### EXERCISE REQUIREMENTS:
Here the requirement is to repeat every record exactly, in full.

[INFORMATION SUPPLIED Boundary: Start]

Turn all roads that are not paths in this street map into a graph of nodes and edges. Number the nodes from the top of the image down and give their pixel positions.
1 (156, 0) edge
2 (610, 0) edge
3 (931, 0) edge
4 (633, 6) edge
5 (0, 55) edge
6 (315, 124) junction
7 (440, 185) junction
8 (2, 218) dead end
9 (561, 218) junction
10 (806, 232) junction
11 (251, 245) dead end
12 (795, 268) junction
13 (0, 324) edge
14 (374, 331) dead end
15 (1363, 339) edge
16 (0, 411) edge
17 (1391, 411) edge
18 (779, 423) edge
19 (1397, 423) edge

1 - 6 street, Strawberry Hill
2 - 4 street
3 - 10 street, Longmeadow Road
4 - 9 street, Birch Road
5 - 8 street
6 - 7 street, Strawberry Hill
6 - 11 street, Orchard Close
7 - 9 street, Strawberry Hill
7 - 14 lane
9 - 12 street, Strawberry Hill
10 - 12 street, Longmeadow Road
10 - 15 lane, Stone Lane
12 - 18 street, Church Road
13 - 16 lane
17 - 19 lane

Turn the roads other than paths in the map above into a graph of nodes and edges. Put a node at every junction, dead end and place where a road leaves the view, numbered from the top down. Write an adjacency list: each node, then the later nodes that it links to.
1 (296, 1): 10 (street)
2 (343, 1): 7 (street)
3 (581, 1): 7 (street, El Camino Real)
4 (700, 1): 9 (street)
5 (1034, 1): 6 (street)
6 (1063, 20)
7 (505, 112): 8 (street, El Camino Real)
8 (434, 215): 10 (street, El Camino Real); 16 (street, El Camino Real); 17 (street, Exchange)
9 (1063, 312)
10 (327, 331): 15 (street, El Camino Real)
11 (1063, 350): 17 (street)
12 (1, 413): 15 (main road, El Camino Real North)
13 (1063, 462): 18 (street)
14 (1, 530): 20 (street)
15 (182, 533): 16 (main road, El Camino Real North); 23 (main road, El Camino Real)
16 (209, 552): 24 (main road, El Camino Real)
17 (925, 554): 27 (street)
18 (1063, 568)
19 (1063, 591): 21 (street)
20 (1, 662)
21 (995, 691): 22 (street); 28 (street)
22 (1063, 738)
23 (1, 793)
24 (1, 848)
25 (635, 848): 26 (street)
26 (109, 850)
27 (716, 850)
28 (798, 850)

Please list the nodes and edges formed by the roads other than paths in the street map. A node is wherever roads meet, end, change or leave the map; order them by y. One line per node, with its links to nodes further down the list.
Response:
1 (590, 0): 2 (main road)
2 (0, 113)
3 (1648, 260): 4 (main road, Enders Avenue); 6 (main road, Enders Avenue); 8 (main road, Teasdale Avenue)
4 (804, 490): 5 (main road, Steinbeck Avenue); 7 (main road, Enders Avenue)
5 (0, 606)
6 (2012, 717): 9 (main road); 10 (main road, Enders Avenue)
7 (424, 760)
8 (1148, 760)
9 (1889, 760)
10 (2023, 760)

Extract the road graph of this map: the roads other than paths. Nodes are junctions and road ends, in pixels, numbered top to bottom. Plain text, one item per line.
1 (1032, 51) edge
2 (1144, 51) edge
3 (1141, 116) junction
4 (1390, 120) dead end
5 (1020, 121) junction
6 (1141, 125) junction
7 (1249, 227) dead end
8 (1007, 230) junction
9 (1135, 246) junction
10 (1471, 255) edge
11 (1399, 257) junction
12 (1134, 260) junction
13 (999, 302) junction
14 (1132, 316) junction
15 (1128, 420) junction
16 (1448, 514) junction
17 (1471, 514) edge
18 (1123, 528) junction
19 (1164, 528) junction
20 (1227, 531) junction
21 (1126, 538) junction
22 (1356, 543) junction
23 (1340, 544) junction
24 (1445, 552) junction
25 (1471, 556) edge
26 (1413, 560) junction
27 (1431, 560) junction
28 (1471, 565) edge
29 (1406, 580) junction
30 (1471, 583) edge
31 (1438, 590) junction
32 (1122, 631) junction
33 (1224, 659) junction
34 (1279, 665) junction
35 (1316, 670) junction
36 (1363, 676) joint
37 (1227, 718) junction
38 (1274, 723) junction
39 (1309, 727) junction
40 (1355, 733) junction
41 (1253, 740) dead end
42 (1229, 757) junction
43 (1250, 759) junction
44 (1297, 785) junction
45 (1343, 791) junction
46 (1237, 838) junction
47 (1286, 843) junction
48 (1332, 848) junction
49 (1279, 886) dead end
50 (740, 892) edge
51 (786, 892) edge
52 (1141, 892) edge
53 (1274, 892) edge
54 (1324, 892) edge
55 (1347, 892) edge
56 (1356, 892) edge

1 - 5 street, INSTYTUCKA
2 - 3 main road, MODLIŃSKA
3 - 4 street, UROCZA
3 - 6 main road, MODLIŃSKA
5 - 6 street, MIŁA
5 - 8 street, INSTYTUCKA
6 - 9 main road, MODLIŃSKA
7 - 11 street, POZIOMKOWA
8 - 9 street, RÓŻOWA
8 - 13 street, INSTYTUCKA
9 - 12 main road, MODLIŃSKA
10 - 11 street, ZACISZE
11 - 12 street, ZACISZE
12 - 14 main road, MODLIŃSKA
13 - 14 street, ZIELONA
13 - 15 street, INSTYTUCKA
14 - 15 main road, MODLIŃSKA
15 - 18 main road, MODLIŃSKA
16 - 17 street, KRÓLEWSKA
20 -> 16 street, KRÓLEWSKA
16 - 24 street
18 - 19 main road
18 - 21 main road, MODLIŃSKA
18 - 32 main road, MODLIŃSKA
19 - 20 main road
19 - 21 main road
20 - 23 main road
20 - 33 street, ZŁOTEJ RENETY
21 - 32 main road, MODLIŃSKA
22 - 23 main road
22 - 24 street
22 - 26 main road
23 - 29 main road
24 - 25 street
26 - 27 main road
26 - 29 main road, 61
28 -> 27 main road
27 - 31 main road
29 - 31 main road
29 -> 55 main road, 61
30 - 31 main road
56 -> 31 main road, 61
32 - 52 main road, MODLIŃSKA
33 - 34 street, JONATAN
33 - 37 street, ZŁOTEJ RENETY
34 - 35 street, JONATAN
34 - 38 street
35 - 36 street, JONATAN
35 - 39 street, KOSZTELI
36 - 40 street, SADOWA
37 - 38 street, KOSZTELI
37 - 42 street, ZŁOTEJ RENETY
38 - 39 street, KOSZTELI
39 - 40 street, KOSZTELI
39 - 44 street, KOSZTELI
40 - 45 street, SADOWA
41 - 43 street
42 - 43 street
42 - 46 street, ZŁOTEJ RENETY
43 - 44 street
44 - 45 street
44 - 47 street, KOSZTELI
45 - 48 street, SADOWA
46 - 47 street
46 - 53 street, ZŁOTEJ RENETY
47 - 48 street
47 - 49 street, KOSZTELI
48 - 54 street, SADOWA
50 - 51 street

[INFORMATION SUPPLIED Boundary: End]

### ANSWER BOX:
Turn all roads that are not paths in this street map into a graph of nodes and edges. Number the nodes from the top of the image down and give their pixel positions.
1 (156, 0) edge
2 (610, 0) edge
3 (931, 0) edge
4 (633, 6) edge
5 (0, 55) edge
6 (315, 124) junction
7 (440, 185) junction
8 (2, 218) dead end
9 (561, 218) junction
10 (806, 232) junction
11 (251, 245) dead end
12 (795, 268) junction
13 (0, 324) edge
14 (374, 331) dead end
15 (1363, 339) edge
16 (0, 411) edge
17 (1391, 411) edge
18 (779, 423) edge
19 (1397, 423) edge

1 - 6 street, Strawberry Hill
2 - 4 street
3 - 10 street, Longmeadow Road
4 - 9 street, Birch Road
5 - 8 street
6 - 7 street, Strawberry Hill
6 - 11 street, Orchard Close
7 - 9 street, Strawberry Hill
7 - 14 lane
9 - 12 street, Strawberry Hill
10 - 12 street, Longmeadow Road
10 - 15 lane, Stone Lane
12 - 18 street, Church Road
13 - 16 lane
17 - 19 lane

Turn the roads other than paths in the map above into a graph of nodes and edges. Put a node at every junction, dead end and place where a road leaves the view, numbered from the top down. Write an adjacency list: each node, then the later nodes that it links to.
1 (296, 1): 10 (street)
2 (343, 1): 7 (street)
3 (581, 1): 7 (street, El Camino Real)
4 (700, 1): 9 (street)
5 (1034, 1): 6 (street)
6 (1063, 20)
7 (505, 112): 8 (street, El Camino Real)
8 (434, 215): 10 (street, El Camino Real); 16 (street, El Camino Real); 17 (street, Exchange)
9 (1063, 312)
10 (327, 331): 15 (street, El Camino Real)
11 (1063, 350): 17 (street)
12 (1, 413): 15 (main road, El Camino Real North)
13 (1063, 462): 18 (street)
14 (1, 530): 20 (street)
15 (182, 533): 16 (main road, El Camino Real North); 23 (main road, El Camino Real)
16 (209, 552): 24 (main road, El Camino Real)
17 (925, 554): 27 (street)
18 (1063, 568)
19 (1063, 591): 21 (street)
20 (1, 662)
21 (995, 691): 22 (street); 28 (street)
22 (1063, 738)
23 (1, 793)
24 (1, 848)
25 (635, 848): 26 (street)
26 (109, 850)
27 (716, 850)
28 (798, 850)

Please list the nodes and edges formed by the roads other than paths in the street map. A node is wherever roads meet, end, change or leave the map; order them by y. One line per node, with its links to nodes further down the list.
Response:
1 (590, 0): 2 (main road)
2 (0, 113)
3 (1648, 260): 4 (main road, Enders Avenue); 6 (main road, Enders Avenue); 8 (main road, Teasdale Avenue)
4 (804, 490): 5 (main road, Steinbeck Avenue); 7 (main road, Enders Avenue)
5 (0, 606)
6 (2012, 717): 9 (main road); 10 (main road, Enders Avenue)
7 (424, 760)
8 (1148, 760)
9 (1889, 760)
10 (2023, 760)

Extract the road graph of this map: the roads other than paths. Nodes are junctions and road ends, in pixels, numbered top to bottom. Plain text, one item per line.
1 (1032, 51) edge
2 (1144, 51) edge
3 (1141, 116) junction
4 (1390, 120) dead end
5 (1020, 121) junction
6 (1141, 125) junction
7 (1249, 227) dead end
8 (1007, 230) junction
9 (1135, 246) junction
10 (1471, 255) edge
11 (1399, 257) junction
12 (1134, 260) junction
13 (999, 302) junction
14 (1132, 316) junction
15 (1128, 420) junction
16 (1448, 514) junction
17 (1471, 514) edge
18 (1123, 528) junction
19 (1164, 528) junction
20 (1227, 531) junction
21 (1126, 538) junction
22 (1356, 543) junction
23 (1340, 544) junction
24 (1445, 552) junction
25 (1471, 556) edge
26 (1413, 560) junction
27 (1431, 560) junction
28 (1471, 565) edge
29 (1406, 580) junction
30 (1471, 583) edge
31 (1438, 590) junction
32 (1122, 631) junction
33 (1224, 659) junction
34 (1279, 665) junction
35 (1316, 670) junction
36 (1363, 676) joint
37 (1227, 718) junction
38 (1274, 723) junction
39 (1309, 727) junction
40 (1355, 733) junction
41 (1253, 740) dead end
42 (1229, 757) junction
43 (1250, 759) junction
44 (1297, 785) junction
45 (1343, 791) junction
46 (1237, 838) junction
47 (1286, 843) junction
48 (1332, 848) junction
49 (1279, 886) dead end
50 (740, 892) edge
51 (786, 892) edge
52 (1141, 892) edge
53 (1274, 892) edge
54 (1324, 892) edge
55 (1347, 892) edge
56 (1356, 892) edge

1 - 5 street, INSTYTUCKA
2 - 3 main road, MODLIŃSKA
3 - 4 street, UROCZA
3 - 6 main road, MODLIŃSKA
5 - 6 street, MIŁA
5 - 8 street, INSTYTUCKA
6 - 9 main road, MODLIŃSKA
7 - 11 street, POZIOMKOWA
8 - 9 street, RÓŻOWA
8 - 13 street, INSTYTUCKA
9 - 12 main road, MODLIŃSKA
10 - 11 street, ZACISZE
11 - 12 street, ZACISZE
12 - 14 main road, MODLIŃSKA
13 - 14 street, ZIELONA
13 - 15 street, INSTYTUCKA
14 - 15 main road, MODLIŃSKA
15 - 18 main road, MODLIŃSKA
16 - 17 street, KRÓLEWSKA
20 -> 16 street, KRÓLEWSKA
16 - 24 street
18 - 19 main road
18 - 21 main road, MODLIŃSKA
18 - 32 main road, MODLIŃSKA
19 - 20 main road
19 - 21 main road
20 - 23 main road
20 - 33 street, ZŁOTEJ RENETY
21 - 32 main road, MODLIŃSKA
22 - 23 main road
22 - 24 street
22 - 26 main road
23 - 29 main road
24 - 25 street
26 - 27 main road
26 - 29 main road, 61
28 -> 27 main road
27 - 31 main road
29 - 31 main road
29 -> 55 main road, 61
30 - 31 main road
56 -> 31 main road, 61
32 - 52 main road, MODLIŃSKA
33 - 34 street, JONATAN
33 - 37 street, ZŁOTEJ RENETY
34 - 35 street, JONATAN
34 - 38 street
35 - 36 street, JONATAN
35 - 39 street, KOSZTELI
36 - 40 street, SADOWA
37 - 38 street, KOSZTELI
37 - 42 street, ZŁOTEJ RENETY
38 - 39 street, KOSZTELI
39 - 40 street, KOSZTELI
39 - 44 street, KOSZTELI
40 - 45 street, SADOWA
41 - 43 street
42 - 43 street
42 - 46 street, ZŁOTEJ RENETY
43 - 44 street
44 - 45 street
44 - 47 street, KOSZTELI
45 - 48 street, SADOWA
46 - 47 street
46 - 53 street, ZŁOTEJ RENETY
47 - 48 street
47 - 49 street, KOSZTELI
48 - 54 street, SADOWA
50 - 51 street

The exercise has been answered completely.